■ Requirement ■
Tally the lines of the records that contain the string "dead", then give the total and nothing more.

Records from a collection

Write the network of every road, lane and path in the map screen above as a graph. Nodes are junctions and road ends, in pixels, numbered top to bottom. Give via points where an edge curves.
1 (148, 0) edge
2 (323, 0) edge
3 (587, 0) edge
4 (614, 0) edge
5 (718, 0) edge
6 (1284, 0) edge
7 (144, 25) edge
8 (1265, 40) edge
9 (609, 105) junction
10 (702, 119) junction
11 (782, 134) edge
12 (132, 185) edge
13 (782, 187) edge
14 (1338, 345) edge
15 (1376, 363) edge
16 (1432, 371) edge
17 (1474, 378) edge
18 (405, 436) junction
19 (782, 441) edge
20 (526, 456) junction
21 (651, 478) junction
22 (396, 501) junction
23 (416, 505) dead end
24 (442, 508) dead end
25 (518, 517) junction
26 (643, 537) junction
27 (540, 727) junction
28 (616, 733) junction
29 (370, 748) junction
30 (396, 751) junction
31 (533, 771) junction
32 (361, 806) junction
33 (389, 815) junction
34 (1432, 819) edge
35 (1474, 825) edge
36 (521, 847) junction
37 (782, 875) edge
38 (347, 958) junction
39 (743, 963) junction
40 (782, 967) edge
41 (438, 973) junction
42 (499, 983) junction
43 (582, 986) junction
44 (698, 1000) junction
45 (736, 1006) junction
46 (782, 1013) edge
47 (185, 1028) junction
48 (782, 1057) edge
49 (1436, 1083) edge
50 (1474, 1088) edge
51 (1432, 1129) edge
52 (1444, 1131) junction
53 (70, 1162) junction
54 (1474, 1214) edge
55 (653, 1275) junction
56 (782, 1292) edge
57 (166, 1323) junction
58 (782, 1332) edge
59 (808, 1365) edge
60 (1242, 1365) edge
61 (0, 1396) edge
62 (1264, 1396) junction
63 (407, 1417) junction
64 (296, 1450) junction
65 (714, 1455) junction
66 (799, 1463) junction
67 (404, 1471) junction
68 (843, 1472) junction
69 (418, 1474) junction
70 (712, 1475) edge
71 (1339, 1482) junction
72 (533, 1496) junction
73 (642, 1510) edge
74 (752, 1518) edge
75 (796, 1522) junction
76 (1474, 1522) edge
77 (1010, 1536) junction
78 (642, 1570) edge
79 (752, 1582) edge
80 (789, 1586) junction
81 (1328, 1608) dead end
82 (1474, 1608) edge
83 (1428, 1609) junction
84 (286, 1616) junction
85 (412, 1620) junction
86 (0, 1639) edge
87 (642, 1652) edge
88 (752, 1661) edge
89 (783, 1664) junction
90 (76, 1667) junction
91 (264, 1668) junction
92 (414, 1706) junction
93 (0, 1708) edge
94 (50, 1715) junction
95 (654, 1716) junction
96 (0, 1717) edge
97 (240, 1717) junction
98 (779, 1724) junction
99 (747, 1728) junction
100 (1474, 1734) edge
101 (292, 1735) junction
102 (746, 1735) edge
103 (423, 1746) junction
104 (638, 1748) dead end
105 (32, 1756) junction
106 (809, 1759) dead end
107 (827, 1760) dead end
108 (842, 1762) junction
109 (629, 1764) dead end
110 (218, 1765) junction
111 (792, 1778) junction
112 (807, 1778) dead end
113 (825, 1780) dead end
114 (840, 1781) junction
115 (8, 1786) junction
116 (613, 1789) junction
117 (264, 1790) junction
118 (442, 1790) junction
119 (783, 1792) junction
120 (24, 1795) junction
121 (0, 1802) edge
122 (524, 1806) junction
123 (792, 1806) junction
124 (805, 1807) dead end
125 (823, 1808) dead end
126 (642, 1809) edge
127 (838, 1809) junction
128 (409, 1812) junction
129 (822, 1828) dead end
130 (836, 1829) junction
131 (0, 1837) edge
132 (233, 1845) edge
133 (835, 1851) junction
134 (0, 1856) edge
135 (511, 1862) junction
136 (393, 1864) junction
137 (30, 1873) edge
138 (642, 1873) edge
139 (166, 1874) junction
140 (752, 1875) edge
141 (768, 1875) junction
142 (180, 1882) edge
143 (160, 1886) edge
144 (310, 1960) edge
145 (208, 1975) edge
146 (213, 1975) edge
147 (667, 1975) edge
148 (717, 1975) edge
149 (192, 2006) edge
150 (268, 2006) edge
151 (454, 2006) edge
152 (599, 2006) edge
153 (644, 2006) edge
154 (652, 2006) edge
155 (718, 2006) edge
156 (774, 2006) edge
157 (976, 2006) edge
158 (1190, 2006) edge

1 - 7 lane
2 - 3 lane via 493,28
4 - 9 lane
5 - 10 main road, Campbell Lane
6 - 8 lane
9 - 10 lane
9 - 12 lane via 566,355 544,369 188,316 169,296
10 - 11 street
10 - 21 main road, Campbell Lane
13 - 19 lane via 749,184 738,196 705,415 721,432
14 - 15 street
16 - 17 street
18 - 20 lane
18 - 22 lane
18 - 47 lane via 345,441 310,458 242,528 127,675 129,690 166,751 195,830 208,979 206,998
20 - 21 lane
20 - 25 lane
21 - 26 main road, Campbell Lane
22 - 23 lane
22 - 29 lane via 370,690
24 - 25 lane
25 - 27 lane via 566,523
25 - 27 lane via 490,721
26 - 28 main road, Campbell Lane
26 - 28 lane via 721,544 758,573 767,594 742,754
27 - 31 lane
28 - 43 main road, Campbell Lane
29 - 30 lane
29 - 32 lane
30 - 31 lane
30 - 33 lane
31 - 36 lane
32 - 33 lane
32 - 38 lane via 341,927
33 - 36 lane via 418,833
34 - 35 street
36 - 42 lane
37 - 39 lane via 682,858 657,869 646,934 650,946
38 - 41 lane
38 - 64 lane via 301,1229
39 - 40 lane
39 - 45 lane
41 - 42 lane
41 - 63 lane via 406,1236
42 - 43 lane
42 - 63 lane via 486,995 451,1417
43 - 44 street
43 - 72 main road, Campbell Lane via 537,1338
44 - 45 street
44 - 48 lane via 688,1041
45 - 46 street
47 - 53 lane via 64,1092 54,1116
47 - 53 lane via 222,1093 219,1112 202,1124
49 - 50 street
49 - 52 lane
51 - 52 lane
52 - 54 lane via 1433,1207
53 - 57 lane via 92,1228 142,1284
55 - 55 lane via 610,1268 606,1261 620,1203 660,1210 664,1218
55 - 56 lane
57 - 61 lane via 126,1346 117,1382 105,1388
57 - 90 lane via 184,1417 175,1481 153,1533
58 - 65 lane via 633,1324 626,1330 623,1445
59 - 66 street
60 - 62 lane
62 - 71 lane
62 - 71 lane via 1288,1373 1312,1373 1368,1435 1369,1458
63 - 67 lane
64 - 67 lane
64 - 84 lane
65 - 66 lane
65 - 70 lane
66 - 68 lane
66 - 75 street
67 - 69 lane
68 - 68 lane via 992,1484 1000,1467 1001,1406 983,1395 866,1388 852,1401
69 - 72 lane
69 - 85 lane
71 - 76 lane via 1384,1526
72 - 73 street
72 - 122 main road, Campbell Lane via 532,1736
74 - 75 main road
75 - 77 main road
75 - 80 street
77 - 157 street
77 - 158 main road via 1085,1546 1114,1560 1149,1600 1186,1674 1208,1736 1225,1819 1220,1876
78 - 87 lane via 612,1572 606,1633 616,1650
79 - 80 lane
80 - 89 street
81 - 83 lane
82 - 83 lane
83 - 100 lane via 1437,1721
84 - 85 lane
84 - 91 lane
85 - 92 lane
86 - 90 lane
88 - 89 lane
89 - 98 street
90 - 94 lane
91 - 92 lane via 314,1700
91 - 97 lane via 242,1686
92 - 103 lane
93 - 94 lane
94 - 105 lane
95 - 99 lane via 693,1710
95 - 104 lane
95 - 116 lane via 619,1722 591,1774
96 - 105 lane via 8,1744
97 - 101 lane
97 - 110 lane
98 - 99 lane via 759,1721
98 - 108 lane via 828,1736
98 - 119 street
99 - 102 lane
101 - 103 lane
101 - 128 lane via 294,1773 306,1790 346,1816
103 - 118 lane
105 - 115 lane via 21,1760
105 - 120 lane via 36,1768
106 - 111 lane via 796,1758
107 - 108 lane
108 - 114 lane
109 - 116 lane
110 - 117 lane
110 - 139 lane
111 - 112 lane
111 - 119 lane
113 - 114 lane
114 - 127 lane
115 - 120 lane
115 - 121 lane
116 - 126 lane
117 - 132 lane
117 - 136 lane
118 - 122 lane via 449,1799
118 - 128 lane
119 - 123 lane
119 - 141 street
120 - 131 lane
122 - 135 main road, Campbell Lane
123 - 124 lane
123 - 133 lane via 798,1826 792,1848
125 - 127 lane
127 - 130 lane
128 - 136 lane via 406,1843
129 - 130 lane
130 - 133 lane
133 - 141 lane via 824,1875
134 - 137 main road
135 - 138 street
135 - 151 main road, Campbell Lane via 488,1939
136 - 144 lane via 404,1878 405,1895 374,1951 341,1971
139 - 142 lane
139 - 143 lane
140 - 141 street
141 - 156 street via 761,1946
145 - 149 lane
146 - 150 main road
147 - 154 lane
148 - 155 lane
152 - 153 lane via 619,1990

■ Result of the task ■
12